The primary change that’s evident in the 2nd Gen Core processors is a heavy emphasis on video: encoding it; viewing it and editing it. For the first time the company has installed a graphics processing unit on the same chip as the central processing unit, and the former will even be able to share valuable system resources that were once limited to the CPU, such as the cache, an ultra-fast memory reservoir. Intel says this allows the system to have more power when dealing with detailed images while also maintaining overall energy efficiency. For instance, the system is able to encode a four-minute, high-definition video for use on a mobile device in just 16 seconds. With previous generation processors, this operation takes four minutes. This increased video performance could be a real boon for surgeons who record, edit and display surgical videos.

As one might imagine, the new chips are speedy in other areas as well, as is the case with most next-generation hardware. They feature an enhanced feature called Turbo Boost that re-allocates system resources to accelerate performance when not all the processor’s cores are being used for a job.

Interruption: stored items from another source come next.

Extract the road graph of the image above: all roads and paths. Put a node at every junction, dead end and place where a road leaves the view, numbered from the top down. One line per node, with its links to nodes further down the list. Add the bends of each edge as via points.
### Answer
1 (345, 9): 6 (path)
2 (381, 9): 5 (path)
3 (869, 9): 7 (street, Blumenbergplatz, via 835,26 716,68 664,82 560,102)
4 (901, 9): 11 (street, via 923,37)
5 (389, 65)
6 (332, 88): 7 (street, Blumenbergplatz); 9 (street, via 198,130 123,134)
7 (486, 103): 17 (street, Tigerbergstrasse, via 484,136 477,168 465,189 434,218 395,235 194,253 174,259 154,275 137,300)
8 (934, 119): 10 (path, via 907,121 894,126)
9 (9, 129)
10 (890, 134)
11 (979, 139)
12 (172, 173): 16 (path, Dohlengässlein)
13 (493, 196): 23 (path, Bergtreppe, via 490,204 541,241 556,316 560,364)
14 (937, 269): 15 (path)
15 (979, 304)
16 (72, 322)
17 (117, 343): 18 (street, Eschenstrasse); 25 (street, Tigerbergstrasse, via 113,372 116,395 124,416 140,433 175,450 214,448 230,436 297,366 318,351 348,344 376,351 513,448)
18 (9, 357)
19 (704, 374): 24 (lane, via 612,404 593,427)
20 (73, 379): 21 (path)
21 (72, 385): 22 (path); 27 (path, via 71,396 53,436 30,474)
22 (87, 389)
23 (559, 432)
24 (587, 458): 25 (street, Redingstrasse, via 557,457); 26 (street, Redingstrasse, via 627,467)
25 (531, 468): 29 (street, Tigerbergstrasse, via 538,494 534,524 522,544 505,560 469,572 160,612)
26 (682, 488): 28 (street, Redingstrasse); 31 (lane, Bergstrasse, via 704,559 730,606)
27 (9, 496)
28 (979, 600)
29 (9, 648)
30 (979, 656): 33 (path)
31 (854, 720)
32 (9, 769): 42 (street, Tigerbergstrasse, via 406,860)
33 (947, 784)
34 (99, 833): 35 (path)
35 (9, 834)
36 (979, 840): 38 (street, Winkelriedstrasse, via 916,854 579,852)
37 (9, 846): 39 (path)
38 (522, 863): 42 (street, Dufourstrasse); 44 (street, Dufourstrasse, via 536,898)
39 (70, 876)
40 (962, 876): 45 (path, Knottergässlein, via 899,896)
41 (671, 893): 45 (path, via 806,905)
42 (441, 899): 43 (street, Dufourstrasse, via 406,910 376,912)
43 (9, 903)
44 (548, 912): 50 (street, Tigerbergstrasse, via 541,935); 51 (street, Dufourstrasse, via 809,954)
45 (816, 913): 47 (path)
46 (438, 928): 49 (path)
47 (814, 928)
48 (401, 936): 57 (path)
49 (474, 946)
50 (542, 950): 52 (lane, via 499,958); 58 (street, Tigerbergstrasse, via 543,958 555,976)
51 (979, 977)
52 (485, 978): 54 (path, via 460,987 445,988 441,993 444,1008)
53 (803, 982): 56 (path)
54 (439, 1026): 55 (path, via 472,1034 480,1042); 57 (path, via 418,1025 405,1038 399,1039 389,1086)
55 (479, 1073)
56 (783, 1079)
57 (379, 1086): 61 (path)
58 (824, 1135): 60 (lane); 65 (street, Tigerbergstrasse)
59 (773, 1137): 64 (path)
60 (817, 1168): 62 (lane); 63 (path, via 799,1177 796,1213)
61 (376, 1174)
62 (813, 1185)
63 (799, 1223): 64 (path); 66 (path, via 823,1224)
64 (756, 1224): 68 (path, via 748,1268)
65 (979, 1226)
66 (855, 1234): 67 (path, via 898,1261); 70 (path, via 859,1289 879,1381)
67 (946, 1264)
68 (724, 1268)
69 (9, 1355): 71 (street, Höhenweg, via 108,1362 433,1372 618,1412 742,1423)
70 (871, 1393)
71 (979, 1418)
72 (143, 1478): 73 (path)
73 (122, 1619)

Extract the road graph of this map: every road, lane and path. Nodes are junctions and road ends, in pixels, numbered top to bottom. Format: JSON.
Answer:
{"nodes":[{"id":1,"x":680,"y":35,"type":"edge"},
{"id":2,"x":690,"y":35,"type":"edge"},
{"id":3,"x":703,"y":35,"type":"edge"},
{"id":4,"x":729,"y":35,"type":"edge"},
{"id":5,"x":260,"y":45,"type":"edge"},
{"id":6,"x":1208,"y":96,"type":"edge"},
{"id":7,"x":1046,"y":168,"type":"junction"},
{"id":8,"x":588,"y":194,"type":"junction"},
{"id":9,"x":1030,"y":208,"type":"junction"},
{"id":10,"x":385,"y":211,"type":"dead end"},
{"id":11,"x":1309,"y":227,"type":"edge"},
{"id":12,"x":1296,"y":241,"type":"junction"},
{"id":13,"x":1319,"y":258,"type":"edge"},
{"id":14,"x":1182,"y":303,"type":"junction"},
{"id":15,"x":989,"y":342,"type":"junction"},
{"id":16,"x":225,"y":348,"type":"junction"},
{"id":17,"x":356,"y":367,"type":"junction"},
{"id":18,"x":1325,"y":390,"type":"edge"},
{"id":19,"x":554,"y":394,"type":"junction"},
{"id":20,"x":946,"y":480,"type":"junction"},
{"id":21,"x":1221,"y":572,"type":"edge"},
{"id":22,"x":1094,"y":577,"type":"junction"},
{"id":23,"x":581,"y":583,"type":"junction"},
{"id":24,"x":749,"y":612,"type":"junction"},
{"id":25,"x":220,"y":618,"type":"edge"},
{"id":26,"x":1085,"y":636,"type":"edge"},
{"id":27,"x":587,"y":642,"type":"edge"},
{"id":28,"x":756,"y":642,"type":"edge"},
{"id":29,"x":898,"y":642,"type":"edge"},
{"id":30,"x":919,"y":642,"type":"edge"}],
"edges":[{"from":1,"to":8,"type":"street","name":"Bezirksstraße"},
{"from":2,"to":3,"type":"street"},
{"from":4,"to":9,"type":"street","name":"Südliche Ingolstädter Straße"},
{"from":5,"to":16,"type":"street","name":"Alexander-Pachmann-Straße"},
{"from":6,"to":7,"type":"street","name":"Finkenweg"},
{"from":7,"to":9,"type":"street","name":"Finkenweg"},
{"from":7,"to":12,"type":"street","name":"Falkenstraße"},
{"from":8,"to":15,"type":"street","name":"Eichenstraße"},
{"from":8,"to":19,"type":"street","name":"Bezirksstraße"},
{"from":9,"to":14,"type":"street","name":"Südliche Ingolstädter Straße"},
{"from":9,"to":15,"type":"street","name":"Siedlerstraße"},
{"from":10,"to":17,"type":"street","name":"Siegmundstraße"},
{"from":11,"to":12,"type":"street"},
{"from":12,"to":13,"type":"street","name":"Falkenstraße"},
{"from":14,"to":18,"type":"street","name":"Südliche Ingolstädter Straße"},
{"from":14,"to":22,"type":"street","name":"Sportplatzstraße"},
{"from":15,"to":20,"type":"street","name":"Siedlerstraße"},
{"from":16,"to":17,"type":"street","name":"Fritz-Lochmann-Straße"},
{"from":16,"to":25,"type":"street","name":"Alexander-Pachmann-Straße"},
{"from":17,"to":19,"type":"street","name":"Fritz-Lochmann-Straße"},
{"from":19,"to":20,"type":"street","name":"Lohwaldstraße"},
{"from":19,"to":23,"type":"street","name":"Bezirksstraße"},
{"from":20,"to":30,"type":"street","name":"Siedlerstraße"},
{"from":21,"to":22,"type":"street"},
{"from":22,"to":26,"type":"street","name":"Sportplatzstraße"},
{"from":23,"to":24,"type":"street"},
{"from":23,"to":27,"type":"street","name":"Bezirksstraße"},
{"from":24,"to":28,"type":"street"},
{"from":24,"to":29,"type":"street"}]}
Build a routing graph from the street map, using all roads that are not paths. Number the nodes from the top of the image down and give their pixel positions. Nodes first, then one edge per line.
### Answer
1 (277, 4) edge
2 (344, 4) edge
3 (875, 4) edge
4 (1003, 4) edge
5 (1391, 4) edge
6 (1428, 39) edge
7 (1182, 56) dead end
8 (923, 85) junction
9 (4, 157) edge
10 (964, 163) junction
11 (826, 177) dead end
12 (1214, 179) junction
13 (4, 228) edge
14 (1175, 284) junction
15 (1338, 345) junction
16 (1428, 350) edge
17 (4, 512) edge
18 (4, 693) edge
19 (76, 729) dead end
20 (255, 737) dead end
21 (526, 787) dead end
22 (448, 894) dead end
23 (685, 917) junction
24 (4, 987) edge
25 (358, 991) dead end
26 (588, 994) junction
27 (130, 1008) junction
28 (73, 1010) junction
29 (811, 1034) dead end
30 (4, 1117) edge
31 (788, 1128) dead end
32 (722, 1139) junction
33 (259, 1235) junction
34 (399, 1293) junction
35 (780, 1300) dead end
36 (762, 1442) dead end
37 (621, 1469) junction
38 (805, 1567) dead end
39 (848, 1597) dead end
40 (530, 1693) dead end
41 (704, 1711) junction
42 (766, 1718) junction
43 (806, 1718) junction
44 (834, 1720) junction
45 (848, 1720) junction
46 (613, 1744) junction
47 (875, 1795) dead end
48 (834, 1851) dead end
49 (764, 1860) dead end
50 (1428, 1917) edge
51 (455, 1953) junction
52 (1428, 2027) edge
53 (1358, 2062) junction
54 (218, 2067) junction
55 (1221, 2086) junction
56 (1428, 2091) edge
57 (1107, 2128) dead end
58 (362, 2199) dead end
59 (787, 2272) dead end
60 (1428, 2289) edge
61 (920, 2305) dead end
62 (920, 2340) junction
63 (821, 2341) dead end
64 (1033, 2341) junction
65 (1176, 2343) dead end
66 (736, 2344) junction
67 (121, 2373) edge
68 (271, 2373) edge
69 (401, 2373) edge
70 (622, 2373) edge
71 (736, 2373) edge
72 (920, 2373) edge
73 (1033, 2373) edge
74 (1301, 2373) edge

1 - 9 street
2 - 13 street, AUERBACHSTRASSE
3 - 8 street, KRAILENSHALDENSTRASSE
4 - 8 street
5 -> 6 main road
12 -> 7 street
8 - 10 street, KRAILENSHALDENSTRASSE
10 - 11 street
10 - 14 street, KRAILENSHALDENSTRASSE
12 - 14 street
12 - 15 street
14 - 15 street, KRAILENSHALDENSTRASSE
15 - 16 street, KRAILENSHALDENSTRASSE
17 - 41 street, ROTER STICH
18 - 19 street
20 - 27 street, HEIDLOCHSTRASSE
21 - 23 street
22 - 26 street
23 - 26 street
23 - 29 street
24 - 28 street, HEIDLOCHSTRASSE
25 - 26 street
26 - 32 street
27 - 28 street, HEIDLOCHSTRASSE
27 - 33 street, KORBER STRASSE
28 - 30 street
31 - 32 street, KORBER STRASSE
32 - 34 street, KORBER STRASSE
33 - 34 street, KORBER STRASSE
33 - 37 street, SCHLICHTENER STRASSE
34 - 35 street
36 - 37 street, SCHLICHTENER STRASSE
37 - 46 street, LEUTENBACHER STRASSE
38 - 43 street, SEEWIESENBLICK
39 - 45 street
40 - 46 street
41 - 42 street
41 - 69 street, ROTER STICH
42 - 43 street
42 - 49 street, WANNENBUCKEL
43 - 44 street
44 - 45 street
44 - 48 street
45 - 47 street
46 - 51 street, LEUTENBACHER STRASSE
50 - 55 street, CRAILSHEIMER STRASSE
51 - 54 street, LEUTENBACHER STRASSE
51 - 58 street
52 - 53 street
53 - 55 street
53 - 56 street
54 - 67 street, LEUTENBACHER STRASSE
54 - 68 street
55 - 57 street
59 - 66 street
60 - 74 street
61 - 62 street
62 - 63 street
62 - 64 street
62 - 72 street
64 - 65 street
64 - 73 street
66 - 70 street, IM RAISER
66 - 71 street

David Silverstone, a Yale University ophthalmologist and technology expert, is an instructor at technology courses at major ophthalmology meetings each year, and says the new chips probably are high-powered, but the key to their usefulness will be software. “If someone has to upgrade his system now, he’ll take a chip like this into consideration,” says Dr. Silverstone. “This is so that when software becomes available that takes advantage of the new features, his equipment will be able to handle the programs. Nowadays, people are getting away from the hard assets and moving toward more of an interest in the service they’re getting from the software. Whether that service is on their machines in their office or in a cloud [network of computers off-site], they look for that particular service and then get whatever hardware they need to accomplish it.”